The old lady looks around. “Where are the others?” she says.

“I don’t know,” the child says. “What others?”

The old woman looks up at her. Then her eyes move past the child’s face to the sky.

“Do you know the stars?” the woman says. She points with her stick, traces shapes: horse and fish, swan and dragon.

Then she falls quiet.

The child sits down beside her.

“Your mother is kind to you?” the old lady asks.

“I love my mother,” the child says. Ich liebe meine Mutter.

The lady nods. “That’s good.

“I had another brother, my brother William,” she adds after a time. “We used to sit here on this very bench, and he would show me the stars. I loved him very much.”

The child is quiet, looking up at the sky.

After a while the old lady stands up. “Now I’m ready,” she says, and holds out her hand. The child takes it and sees her across the street.

At the door, the old lady leans down. “Give me a kiss.”

The child obliges.

“Thank you, my dear,” the old lady says.

SHE LIES IN HER BED that night, breathing hard. Betty the servant and various Herschel relatives gather round. Fans are supplied. Tea is brought.

“I’m sleepy,” someone says.

“Hush,” says someone else.

At midnight, Lina turns her head at an odd angle on the pillow, as if trying to see something.

“It’s the moon,” someone says. “The moon at the window.”

Someone else says, “Let her see it.”

Hands are beneath her, turning her, until her face is full of moonlight.

“Look. She’s calmer now,” someone says.

Lina does not leave her house again.

IT IS JANUARY. Snow lies deep and undisturbed in the fields and weighs down the boughs of the fir trees in the forest. Fresh snow falls now on the procession as it moves through the streets, the cold mourners gathering their cloaks about them. The churchyard has been kept warm by fires, and the ground is muddy. Above the shimmering radiance of their heat, a few snowflakes whirl.

The retinue that follows Lina’s body to the churchyard of the Gartengemeinde includes the royal carriages. Garlands of laurel and cypress and palm branches, sent by the Crown Princess from Herrenhausen, adorn the coffin. The service is held in the same garrison church where Lina was christened and confirmed nearly a century earlier.

The slab has been carved with an inscription supplied by her servant, Betty, who reported that her mistress had made a draft of the words, her exact age, of course, left blank.
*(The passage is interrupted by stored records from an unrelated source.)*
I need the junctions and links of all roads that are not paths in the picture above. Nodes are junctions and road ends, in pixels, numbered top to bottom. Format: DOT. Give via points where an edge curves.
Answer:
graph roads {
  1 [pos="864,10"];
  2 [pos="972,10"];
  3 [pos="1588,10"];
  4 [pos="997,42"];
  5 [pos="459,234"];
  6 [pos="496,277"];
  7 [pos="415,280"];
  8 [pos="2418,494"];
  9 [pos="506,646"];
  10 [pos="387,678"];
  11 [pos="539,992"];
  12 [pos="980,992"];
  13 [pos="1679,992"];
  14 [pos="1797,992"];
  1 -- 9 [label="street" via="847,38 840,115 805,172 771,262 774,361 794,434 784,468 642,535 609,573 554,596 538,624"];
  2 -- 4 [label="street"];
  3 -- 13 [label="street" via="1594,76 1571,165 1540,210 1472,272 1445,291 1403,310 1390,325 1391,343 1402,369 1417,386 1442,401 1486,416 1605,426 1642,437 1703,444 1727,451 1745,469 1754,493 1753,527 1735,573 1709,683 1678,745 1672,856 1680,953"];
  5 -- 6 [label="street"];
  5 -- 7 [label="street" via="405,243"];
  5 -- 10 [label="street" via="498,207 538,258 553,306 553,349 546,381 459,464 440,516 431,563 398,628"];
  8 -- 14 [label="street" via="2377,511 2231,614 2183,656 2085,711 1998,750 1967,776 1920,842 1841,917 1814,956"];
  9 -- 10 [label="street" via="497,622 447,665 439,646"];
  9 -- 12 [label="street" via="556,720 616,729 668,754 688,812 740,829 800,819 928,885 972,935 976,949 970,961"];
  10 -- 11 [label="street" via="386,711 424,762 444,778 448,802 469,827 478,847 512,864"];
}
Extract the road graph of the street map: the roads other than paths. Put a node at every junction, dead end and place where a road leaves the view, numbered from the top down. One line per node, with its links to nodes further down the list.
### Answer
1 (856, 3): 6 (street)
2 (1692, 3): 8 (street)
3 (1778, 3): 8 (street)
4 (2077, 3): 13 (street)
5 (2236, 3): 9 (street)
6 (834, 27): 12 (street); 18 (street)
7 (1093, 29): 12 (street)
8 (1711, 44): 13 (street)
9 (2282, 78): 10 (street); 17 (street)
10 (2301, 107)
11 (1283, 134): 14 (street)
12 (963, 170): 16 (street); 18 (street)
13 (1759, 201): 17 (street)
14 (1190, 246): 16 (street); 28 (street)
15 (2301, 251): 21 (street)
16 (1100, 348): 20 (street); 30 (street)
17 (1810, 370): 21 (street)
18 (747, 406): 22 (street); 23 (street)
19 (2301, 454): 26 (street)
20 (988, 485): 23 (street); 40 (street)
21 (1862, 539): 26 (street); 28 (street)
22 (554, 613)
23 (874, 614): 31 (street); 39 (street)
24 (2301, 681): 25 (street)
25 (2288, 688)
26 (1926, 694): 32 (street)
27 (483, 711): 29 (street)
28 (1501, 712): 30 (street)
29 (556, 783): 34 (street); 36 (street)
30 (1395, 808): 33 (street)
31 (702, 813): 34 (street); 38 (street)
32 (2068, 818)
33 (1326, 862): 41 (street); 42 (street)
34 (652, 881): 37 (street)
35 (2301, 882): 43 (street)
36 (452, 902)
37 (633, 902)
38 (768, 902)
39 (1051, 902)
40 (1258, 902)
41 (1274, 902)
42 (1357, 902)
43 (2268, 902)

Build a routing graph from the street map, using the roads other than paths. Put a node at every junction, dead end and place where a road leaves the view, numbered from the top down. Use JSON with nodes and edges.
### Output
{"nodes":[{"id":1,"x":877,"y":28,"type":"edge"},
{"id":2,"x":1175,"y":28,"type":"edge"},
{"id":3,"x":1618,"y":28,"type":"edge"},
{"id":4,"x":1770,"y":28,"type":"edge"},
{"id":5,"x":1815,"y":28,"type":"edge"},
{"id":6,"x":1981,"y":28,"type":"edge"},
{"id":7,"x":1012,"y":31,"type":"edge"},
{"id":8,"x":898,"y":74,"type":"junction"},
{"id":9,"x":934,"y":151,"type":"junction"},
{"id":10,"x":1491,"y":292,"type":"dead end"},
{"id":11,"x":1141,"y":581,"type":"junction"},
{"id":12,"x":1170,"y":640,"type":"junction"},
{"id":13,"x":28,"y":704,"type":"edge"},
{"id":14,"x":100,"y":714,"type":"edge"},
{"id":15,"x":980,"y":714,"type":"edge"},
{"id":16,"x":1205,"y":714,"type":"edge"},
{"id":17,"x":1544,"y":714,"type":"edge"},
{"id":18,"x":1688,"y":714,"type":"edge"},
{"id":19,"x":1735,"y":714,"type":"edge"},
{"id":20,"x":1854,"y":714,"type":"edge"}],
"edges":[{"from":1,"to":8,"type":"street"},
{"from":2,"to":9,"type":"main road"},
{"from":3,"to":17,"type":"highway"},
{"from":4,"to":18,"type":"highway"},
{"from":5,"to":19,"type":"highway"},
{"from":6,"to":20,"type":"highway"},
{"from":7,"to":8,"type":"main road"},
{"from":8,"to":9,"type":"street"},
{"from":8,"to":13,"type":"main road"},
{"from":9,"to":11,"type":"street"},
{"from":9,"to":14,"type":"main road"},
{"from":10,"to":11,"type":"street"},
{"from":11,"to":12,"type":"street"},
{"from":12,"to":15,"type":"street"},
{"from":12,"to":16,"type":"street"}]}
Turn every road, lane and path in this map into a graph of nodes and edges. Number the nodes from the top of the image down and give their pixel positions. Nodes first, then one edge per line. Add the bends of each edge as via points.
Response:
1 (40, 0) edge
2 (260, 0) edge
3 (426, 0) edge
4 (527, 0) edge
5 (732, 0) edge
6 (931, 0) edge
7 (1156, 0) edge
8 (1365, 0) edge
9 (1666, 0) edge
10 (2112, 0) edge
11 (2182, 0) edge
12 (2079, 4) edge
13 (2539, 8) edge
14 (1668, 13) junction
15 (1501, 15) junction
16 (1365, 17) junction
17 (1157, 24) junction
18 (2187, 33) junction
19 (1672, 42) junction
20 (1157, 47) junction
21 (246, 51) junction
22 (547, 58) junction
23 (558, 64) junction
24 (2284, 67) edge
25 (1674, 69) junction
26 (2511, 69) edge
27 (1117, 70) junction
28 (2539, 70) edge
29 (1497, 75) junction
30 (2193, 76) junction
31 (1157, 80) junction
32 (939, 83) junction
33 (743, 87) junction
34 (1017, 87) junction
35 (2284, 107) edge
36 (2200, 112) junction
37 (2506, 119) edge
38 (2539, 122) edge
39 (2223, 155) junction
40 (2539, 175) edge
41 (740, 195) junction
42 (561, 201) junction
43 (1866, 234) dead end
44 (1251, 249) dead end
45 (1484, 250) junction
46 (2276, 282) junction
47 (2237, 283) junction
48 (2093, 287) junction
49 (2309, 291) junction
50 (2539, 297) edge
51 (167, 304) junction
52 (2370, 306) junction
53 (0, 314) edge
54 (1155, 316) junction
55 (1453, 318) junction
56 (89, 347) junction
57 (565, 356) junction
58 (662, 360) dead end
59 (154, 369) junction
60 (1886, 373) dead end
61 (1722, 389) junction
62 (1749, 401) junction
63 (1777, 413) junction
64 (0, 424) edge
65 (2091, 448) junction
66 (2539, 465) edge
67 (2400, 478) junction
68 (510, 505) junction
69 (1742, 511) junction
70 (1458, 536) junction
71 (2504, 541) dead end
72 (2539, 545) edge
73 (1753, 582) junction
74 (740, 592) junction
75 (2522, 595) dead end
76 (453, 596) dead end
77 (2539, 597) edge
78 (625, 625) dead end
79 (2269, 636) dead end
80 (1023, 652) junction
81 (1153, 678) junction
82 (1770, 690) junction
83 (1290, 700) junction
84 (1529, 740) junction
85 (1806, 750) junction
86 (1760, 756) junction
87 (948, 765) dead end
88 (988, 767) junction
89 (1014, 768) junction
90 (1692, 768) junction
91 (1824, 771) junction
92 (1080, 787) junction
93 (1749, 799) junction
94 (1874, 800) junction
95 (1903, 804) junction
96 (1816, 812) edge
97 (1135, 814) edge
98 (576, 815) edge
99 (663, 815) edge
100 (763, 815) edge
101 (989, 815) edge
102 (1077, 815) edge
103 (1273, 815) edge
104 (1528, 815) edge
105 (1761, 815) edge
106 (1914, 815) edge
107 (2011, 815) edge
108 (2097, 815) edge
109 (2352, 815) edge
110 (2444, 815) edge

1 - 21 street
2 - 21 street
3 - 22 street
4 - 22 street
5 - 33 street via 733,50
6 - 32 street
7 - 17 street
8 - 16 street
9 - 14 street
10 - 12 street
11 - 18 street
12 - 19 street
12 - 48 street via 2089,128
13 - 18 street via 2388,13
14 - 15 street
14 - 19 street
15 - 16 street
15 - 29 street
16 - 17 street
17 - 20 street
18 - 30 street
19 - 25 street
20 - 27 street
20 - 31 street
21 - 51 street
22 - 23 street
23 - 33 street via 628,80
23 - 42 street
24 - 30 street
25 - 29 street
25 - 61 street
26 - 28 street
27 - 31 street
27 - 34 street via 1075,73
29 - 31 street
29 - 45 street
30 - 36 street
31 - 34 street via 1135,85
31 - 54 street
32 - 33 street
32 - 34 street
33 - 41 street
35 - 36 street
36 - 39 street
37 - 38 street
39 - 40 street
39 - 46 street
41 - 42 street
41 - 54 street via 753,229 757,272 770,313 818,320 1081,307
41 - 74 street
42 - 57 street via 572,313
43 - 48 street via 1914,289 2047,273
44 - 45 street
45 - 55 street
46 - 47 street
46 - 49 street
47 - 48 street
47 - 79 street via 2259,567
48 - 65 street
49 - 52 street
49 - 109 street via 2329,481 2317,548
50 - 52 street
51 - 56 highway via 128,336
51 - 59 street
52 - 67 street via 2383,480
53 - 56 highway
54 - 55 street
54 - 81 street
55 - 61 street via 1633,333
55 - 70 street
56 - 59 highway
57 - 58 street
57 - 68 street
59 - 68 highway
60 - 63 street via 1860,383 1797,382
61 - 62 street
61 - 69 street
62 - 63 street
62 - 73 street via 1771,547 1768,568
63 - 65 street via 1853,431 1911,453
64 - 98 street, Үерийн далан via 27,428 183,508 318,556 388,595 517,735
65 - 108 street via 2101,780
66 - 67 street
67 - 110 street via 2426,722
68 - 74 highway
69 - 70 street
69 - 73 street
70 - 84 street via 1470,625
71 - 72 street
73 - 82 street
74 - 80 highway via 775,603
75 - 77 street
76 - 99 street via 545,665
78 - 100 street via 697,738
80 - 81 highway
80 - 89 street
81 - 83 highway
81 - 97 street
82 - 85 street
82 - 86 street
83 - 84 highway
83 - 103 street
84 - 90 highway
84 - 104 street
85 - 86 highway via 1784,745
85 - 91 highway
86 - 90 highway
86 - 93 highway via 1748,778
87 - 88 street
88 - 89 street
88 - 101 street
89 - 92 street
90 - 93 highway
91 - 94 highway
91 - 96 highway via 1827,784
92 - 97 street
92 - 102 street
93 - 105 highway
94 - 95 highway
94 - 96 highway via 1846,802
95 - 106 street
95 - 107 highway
The gaze of her who has passed to glory was, while below, turned to the starry Heaven; her own Discoveries of Comets and her share in the immortal labours of her brother, William Herschel, bear witness of this to later ages. The Royal Irish Academy of Dublin and the Royal Astronomical Society in London numbered her among their members. At the age of ninety-seven years 10 months she fell asleep in happy peace, and in full possession of her faculties; following to a better life her father, Isaac Herschel, who lived to the age of sixty years two months seventeen days and lies buried near this spot since the 25th March, 1767.

With her in the grave, according to her instructions, is the old almanac that had been William’s. Her head rests on a pillow of lavender brought from Lisbon.

BY NIGHTFALL, the snow has stopped.

The skies have cleared, revealing the magnificent Pleiades high in the sky. Gemini and Orion appear in the east. The great king, blazing Jupiter, accompanied by its attendant moons, slowly makes its magnificent march across the heavens among legions of stars.

The black-haired child across the street had followed the impressive retinue through the streets to the churchyard earlier in the day, but she’d felt afraid of the group of mourners and the coffin, and sad about the old lady, and she’d gone home.

That night she lies in her bed and looks out the window.

She thinks of the old lady sitting on the bench in their courtyard, pointing out the constellations with her stick.

“You’re not afraid of the dark, are you?” the old lady had said.

“No, I’m not,” the child had said.

“That’s good,” the old lady had said.

The child had leaned against her. In truth, she was afraid of the dark.

“You understand that the stars are always here,” the old lady said. “They do not go away in the day. It is that we can see them only in the dark. That is the good thing about the dark.”

The child had looked up at her.

“Let whatever shines be noted,” the old lady said. “That is the Royal Astronomical Society’s motto.”